Typically, my children would stay with my mother while we were in Monroe for school and work, but my mother had a dentist appointment in Monroe, so the children were with me. We all left Oak Grove at the same time and when we reached a little intersection where you could turn or go straight and both routes took you to the same place; mom went one way and we went the other. The drive to Monroe from Oak Grove was all rural highways and mostly substandard roads at that. On this particular day, there was an ever so slight mist in the air so the highways were damp, not saturated.

The kids were in the back seat of our small four-door car. I was in the passenger side studying. At my last glance at Ches and Gabi, they were buckled in and I had the automatic shoulder strap in place. At some point I remember my ex-husband making a sound. It was a deep, desperate sound that caught my immediate attention. I looked up in just enough time to see a white flash and try to turn to check on the kids. That's the last thing I remember as an able-bodied, independent to a fault, twenty-five-year-old, young mother.
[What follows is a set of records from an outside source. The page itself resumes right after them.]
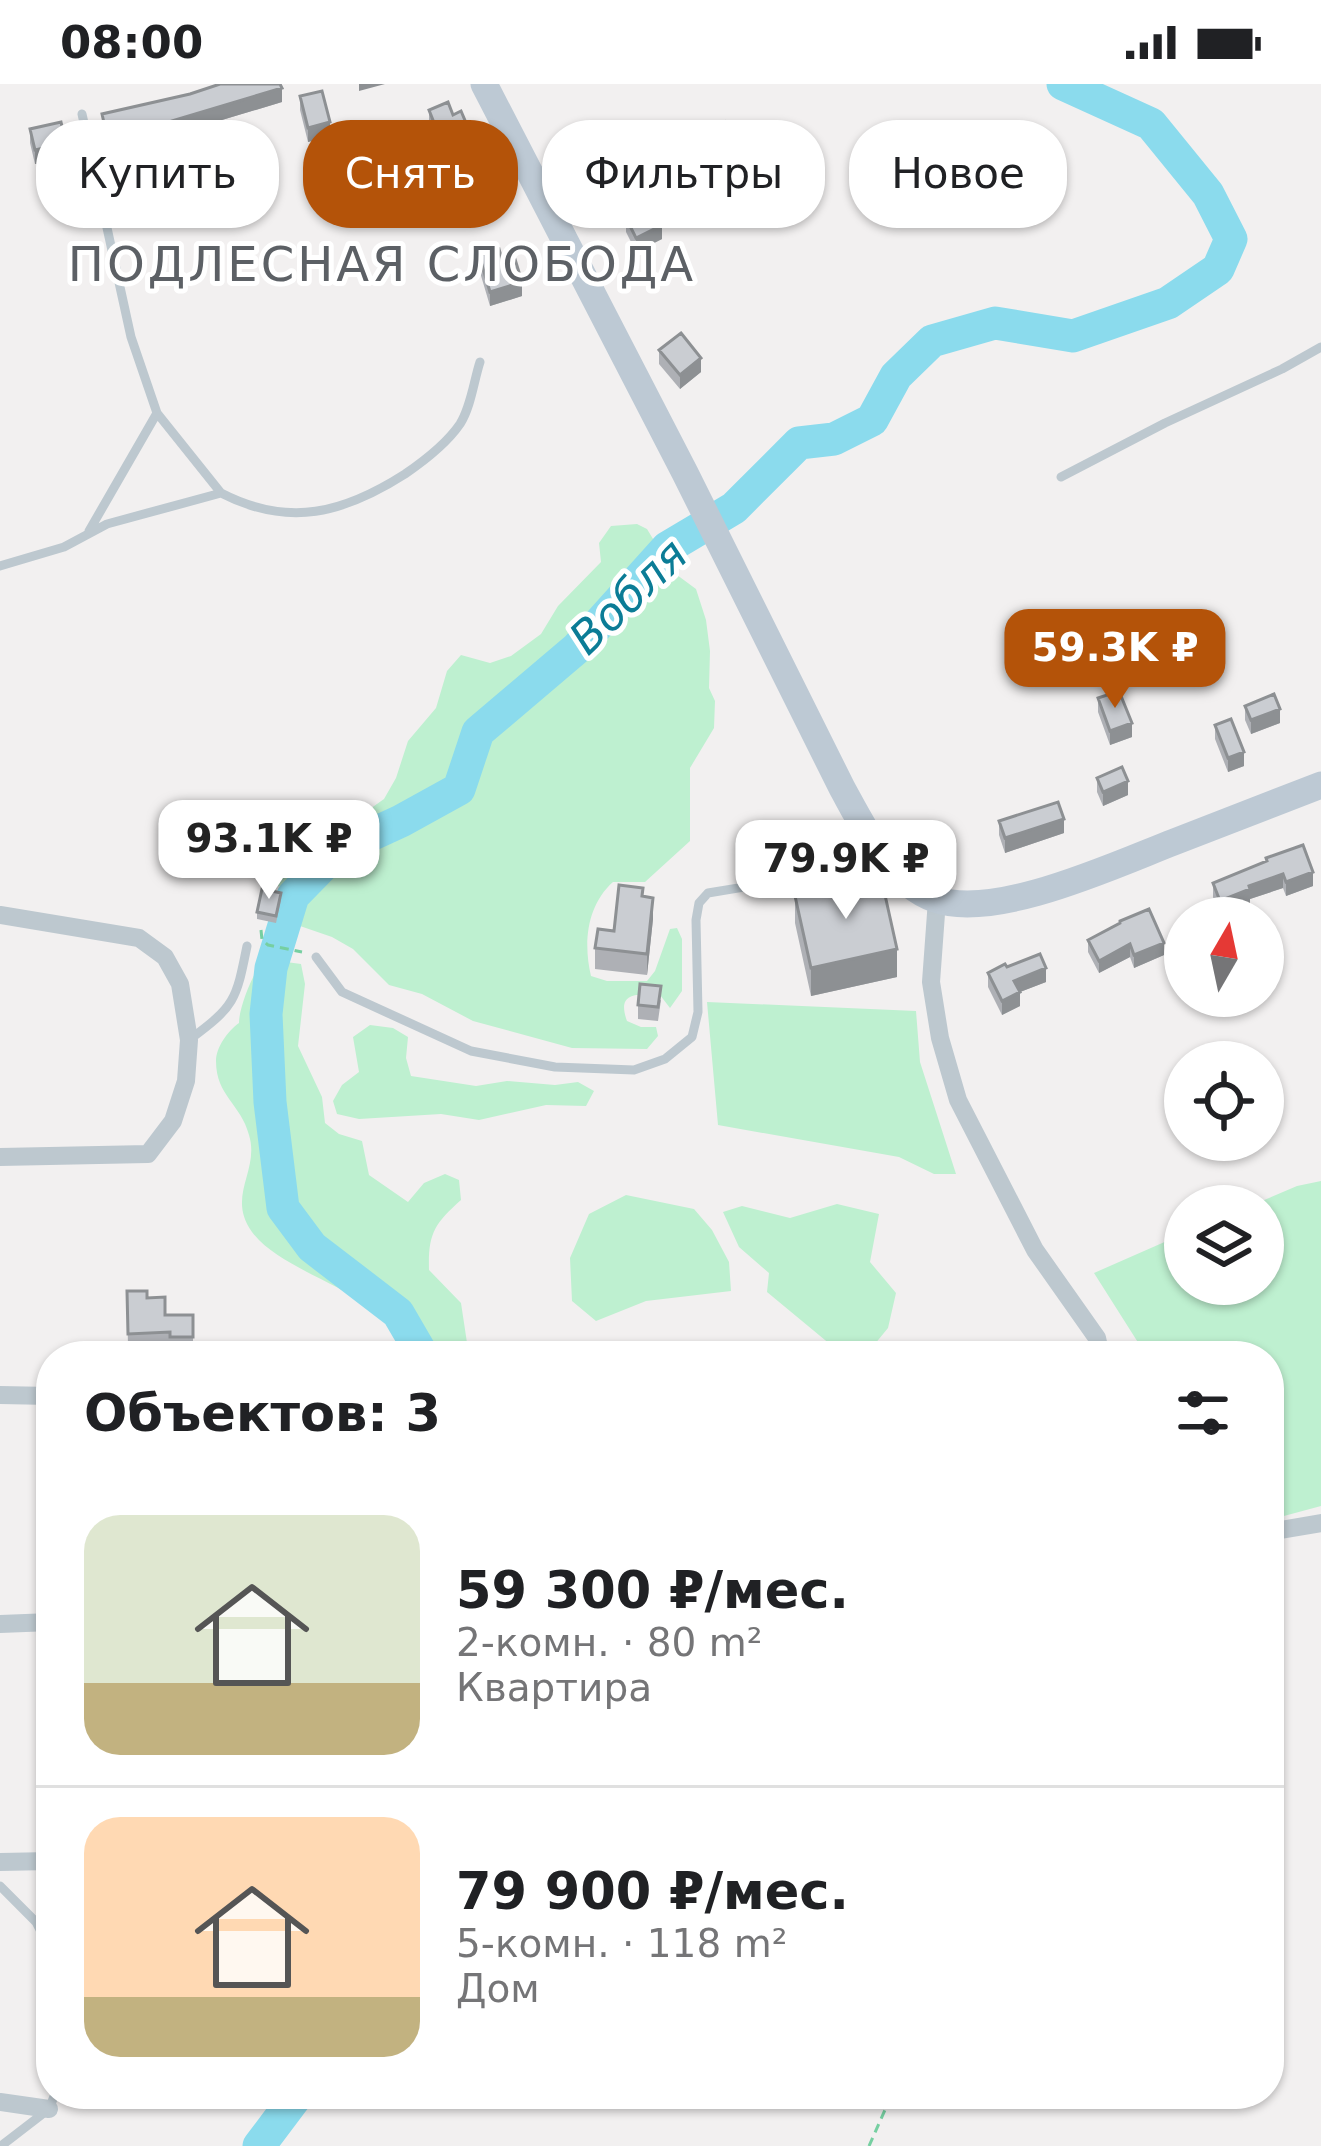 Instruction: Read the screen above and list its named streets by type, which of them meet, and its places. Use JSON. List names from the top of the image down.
{
  "districts": ["ПОДЛЕСНАЯ СЛОБОДА"],
  "water": ["Вобля"],
  "north": "top",
  "page": {
    "status": "08:00",
    "chip": [
      "Купить",
      "Снять",
      "Фильтры",
      "Новое"
    ],
    "price": ["59.3K ₽", "93.1K ₽", "79.9K ₽"],
    "heading": "Объектов: 3",
    "list": [
      {
        "name": "59 300 ₽/мес.",
        "note": "2-комн. · 80 m² · Квартира"
      },
      {
        "name": "79 900 ₽/мес.",
        "note": "5-комн. · 118 m² · Дом"
      }
    ]
  }
} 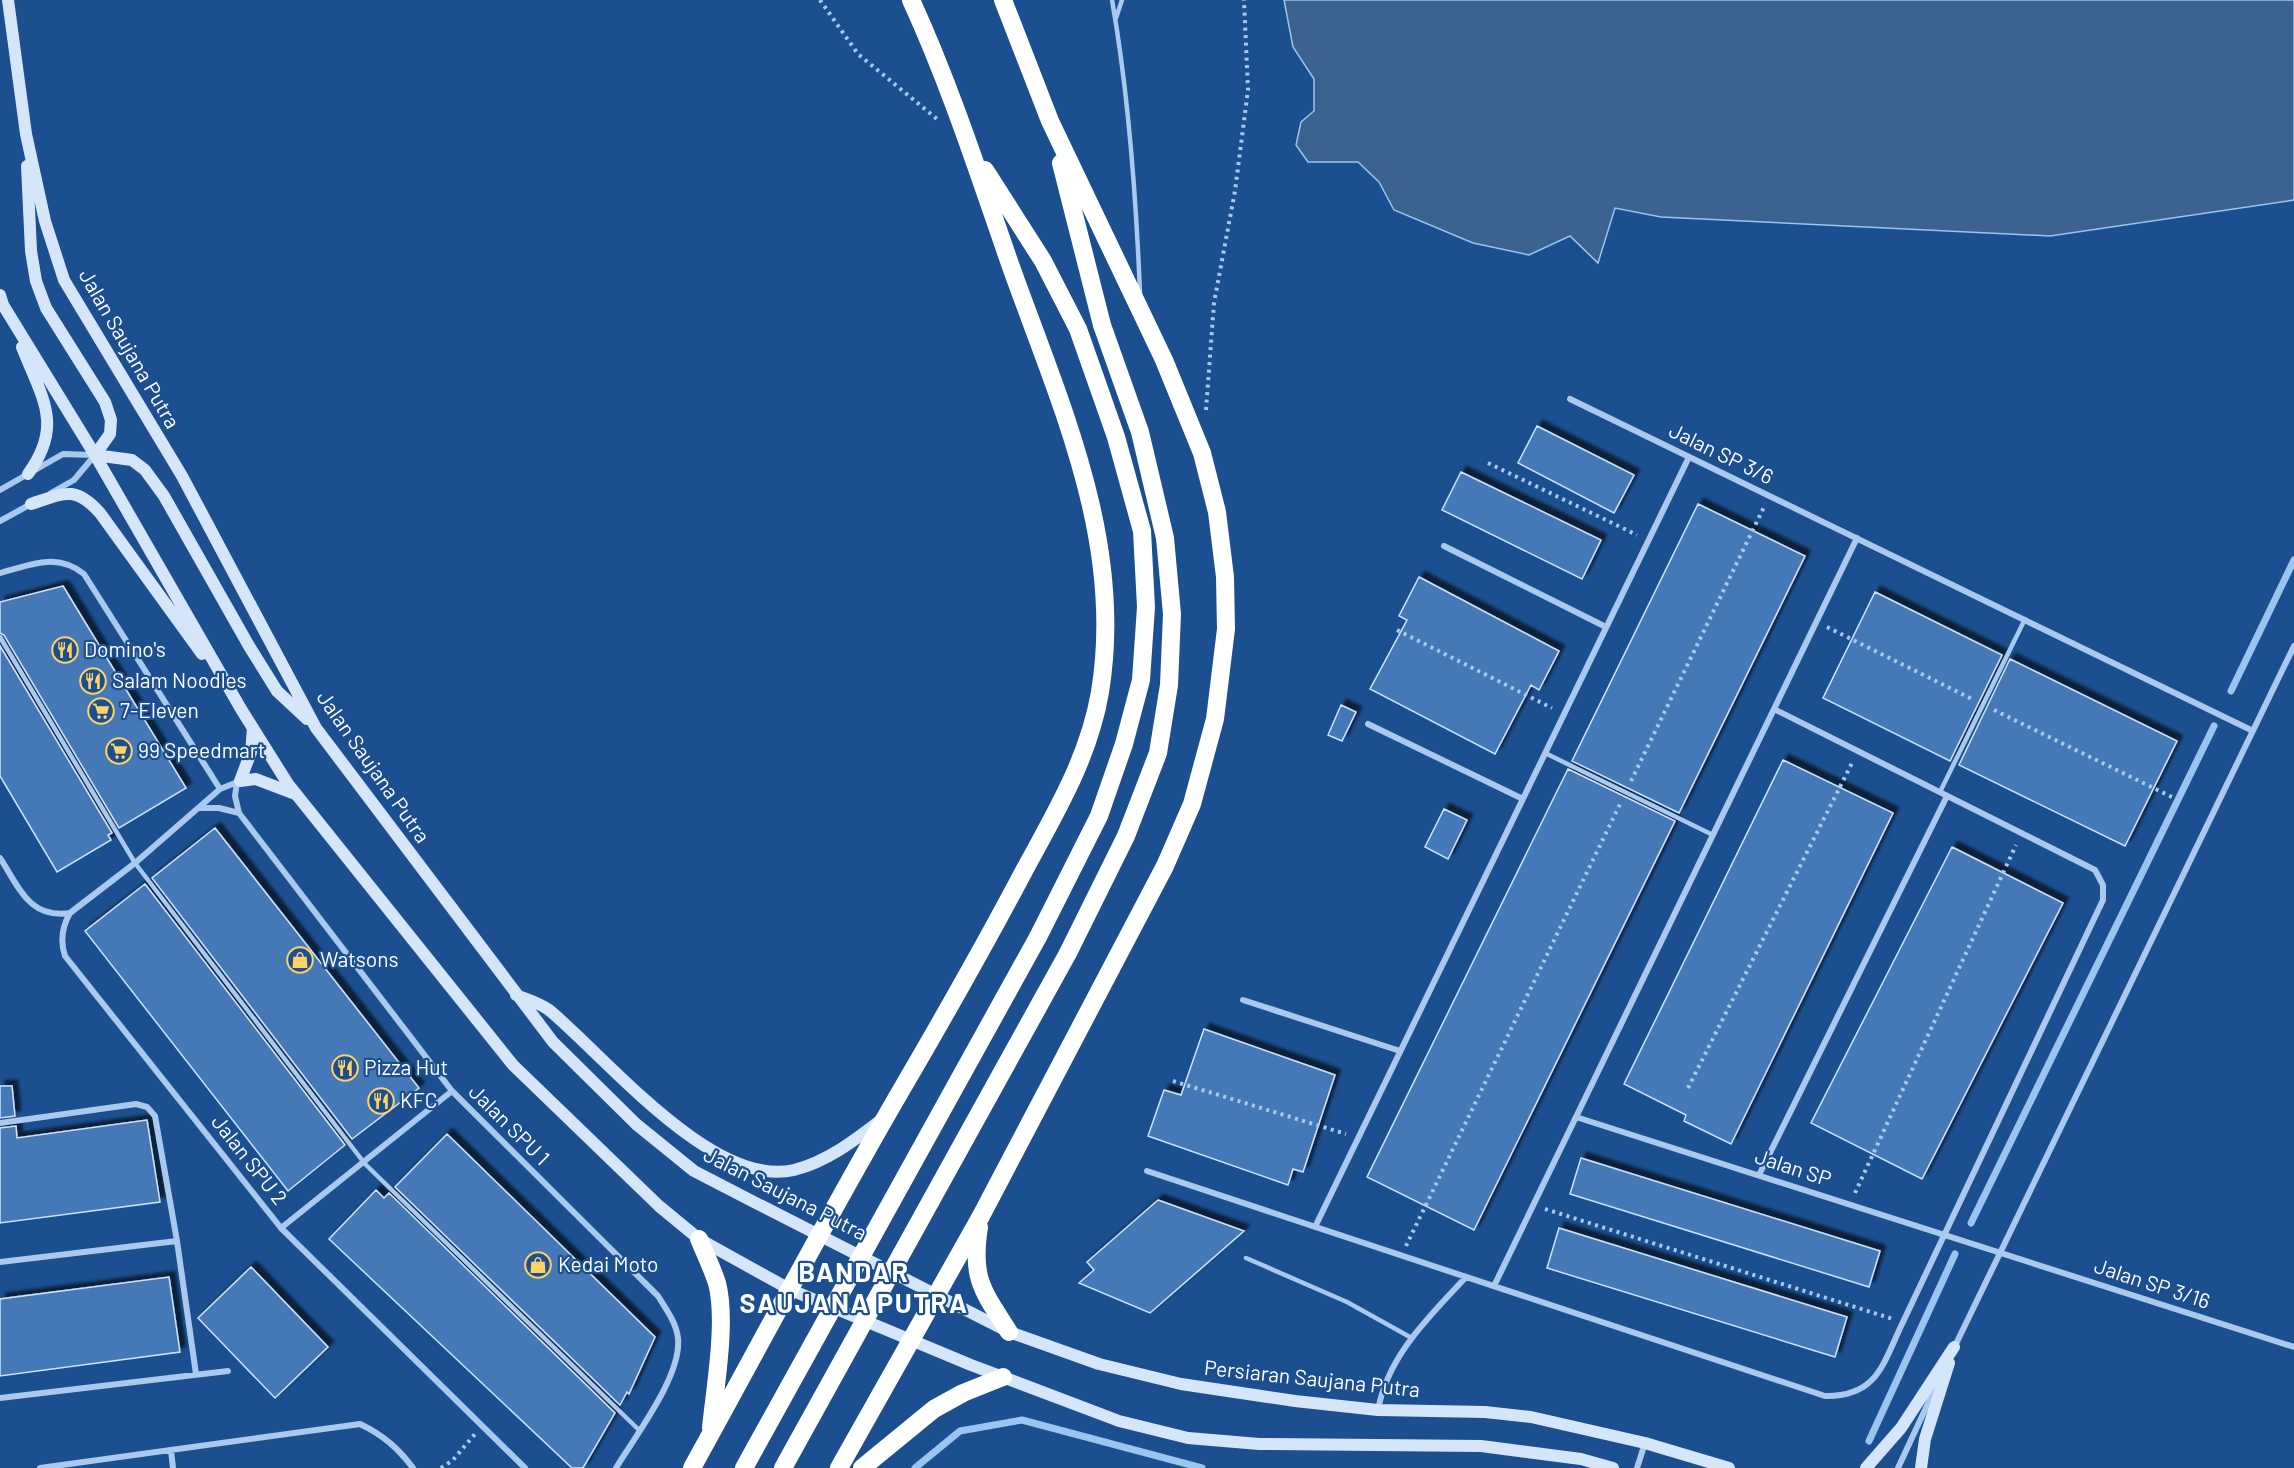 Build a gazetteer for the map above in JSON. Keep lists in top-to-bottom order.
{
  "streets": {
    "main road": ["Jalan Saujana Putra", "Persiaran Saujana Putra"],
    "street": [
      "Jalan SP 3/6",
      "Jalan SPU 1",
      "Jalan SPU 2",
      "Jalan SP",
      "Jalan SP 3/16"
    ]
  },
  "crossings": [
    ["Jalan Saujana Putra", "Persiaran Saujana Putra"],
    ["Jalan SP", "Jalan SP 3/16"]
  ],
  "districts": ["BANDAR SAUJANA PUTRA"],
  "places": {
    "restaurant": [
      "Domino's",
      "Salam Noodles",
      "Pizza Hut",
      "KFC"
    ],
    "supermarket": ["7-Eleven", "99 Speedmart"],
    "shop": ["Watsons", "Kedai Moto"]
  }
} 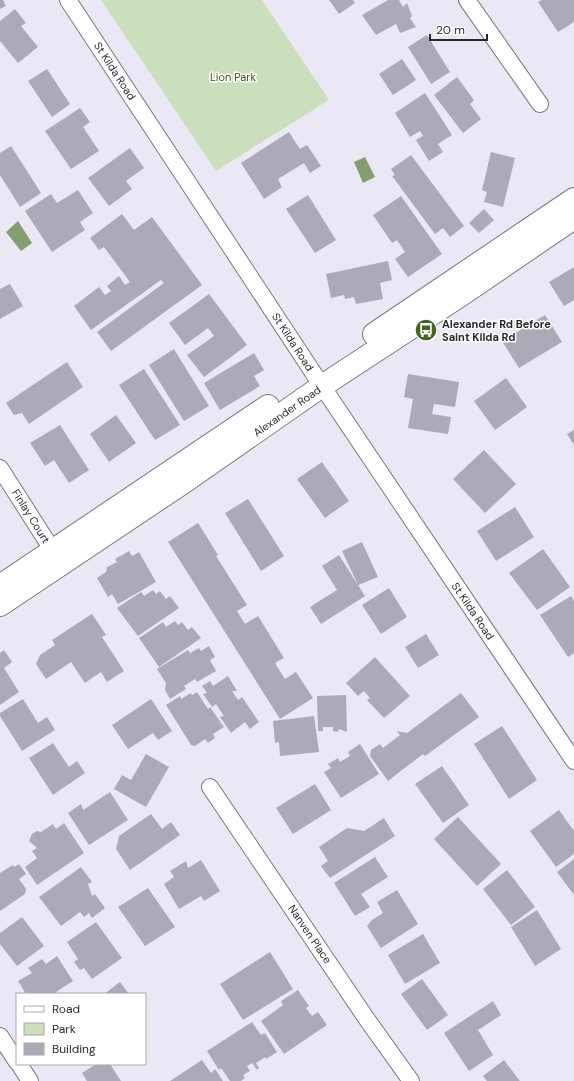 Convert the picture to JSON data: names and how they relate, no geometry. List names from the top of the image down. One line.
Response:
{"streets":{"main road":["Alexander Road"],"street":["St Kilda Road","Finlay Court","Nanven Place"]},"crossings":[["St Kilda Road","Alexander Road"],["Alexander Road","Finlay Court"]],"parks":["Lion Park"],"places":{"bus stop":["Alexander Rd Before Saint Kilda Rd"]},"legend":["Road","Park","Building"],"scale_bar":"20 m"} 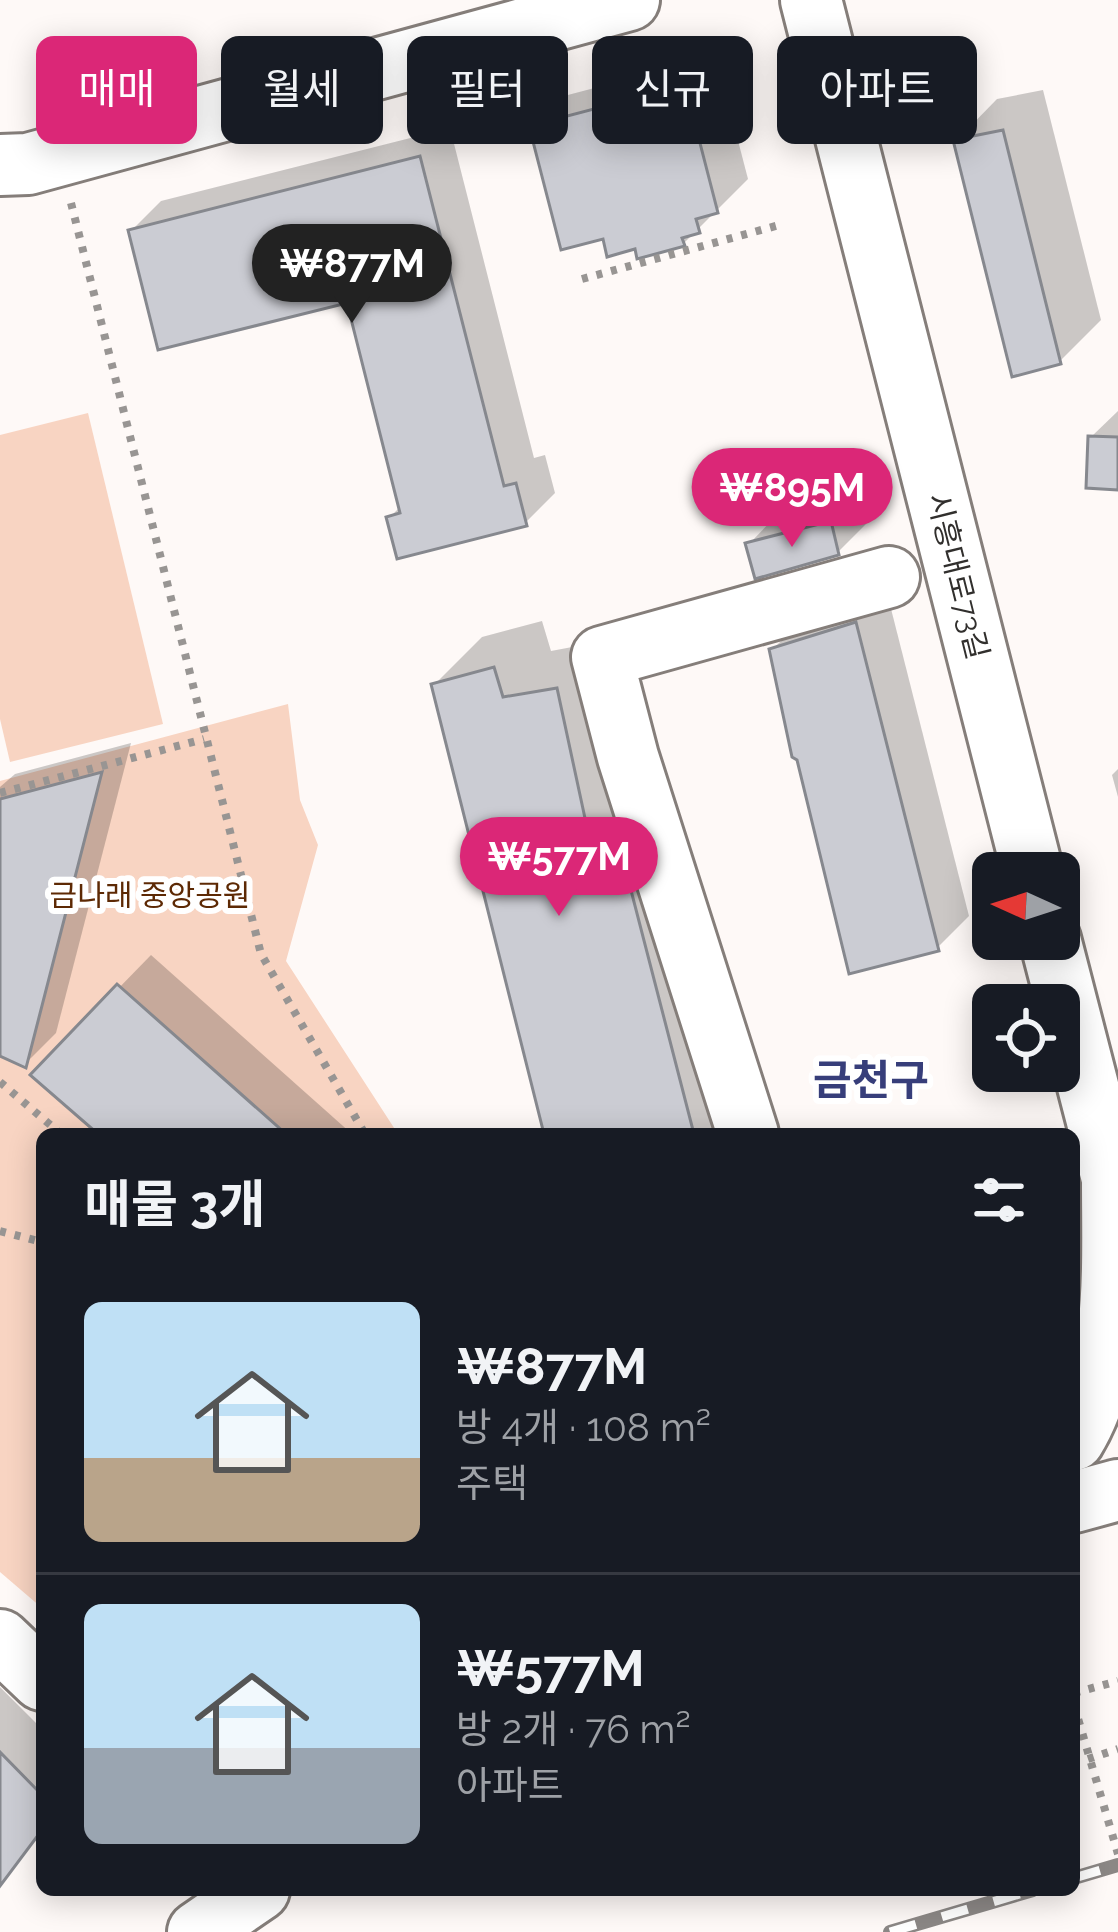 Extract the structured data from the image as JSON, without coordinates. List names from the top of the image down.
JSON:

My next state of consciousness must have been only seconds later because I heard a loud hissing noise. It was steam off the motors of the little white truck and our little black car that had just collided at a rate of about 55 miles per hour head-on. I didn't hear my children crying (then), but I heard my husband moaning and laboring for breath. I think God must have somehow buffered my mind from everything going on around me because I could not have helped anyone. I lay there, draped over that shoulder strap like a rag doll. The only things moving on me were my eyes and the rise and fall of my chest with shallow respirations. I was paralyzed.

That day marks the beginning of a road of discovery. I discovered just how vulnerable and fragile life is and how awesome and gracious God's power to overcome tragedies is.